When we talk about web design, we often think of the visual appearance of the site: the colors, the images, the buttons. But web design involves a lot more than outside appearance: a great website also has excellent internal logic, easy navigation and a clear path from visitor to client. Information architecture is the field of web design that deals with planning and implementing the internal structure of the site--and it must be done before any visual design is done.

Why does information architecture take up so much time in your web designer's schedule? Because it matters, even though the best information architecture becomes invisible when the website is complete. Here are three reasons why.

Reason #1: Information architecture makes websites easy to navigate

If your website is pretty but impossible to navigate, nobody will stick around. Information needs to be easily available and found where it is expected. 

Information architure will provide your website with a framework that follows web design best practices. A homepage and an About Us page are the very minimum expected of any webpage, but most will be a bit more complex than that.

Easy navigation, just like good information architecture in general, is invisible when well done. It's when navigation fails that people notice. "I can't find what I'm looking for" and "Information was in unexpected places" are comments that you often see in web usability studies when navigation is difficult. 

How do you know if your navigation is effective?

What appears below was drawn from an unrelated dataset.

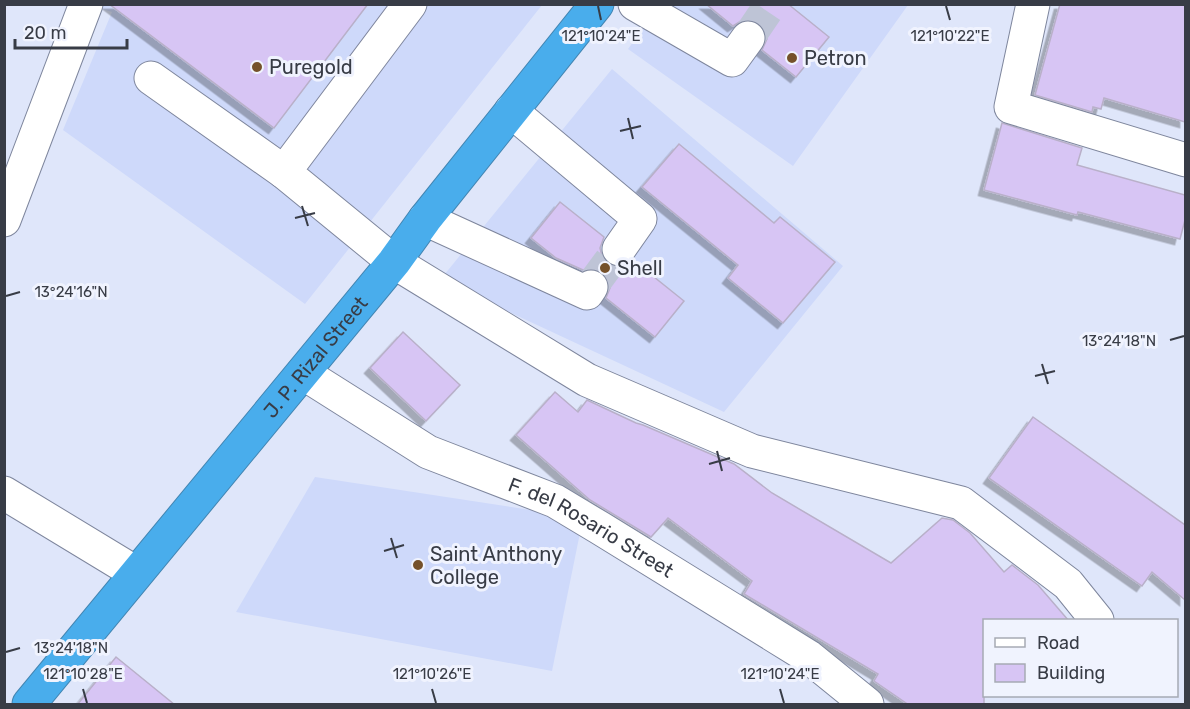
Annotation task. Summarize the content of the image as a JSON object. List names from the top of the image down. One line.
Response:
{"streets":{"highway":["J. P. Rizal Street"],"street":["F. del Rosario Street"]},"crossings":[["J. P. Rizal Street","F. del Rosario Street"]],"places":["Petron","Puregold","Shell","Saint Anthony College"],"legend":["Road","Building"],"scale_bar":"20 m","coordinates":["121°10'24\"E","121°10'22\"E","13°24'16\"N","13°24'18\"N","121°10'28\"E","121°10'26\"E"]}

  • Tabs and navigation labels are accurate
  • There are no more than 7 top navigation tabs
  • Sub-topics are logically organized
  • There's a permanent Homepage link, usually in the logo and/or the "home" tab
  • You can move easily from one section to the other without using the "back" button.

If your website doesn't fulfill all these conditions, your navigation is not up to par with the best websites out there.

Reason #2: Information architecture guides your buyer's journey

Here's something that few people know information architecture can help with: the buyer's journey. It's a marketing concept, but IA is essential in implementing it.

Here's a refresher: a buyer's journey is the path that turns your website visitors into leads, prospects, and finally clients. The buyer's journey defines how a company will nurture leads and turn them into long-term clients. 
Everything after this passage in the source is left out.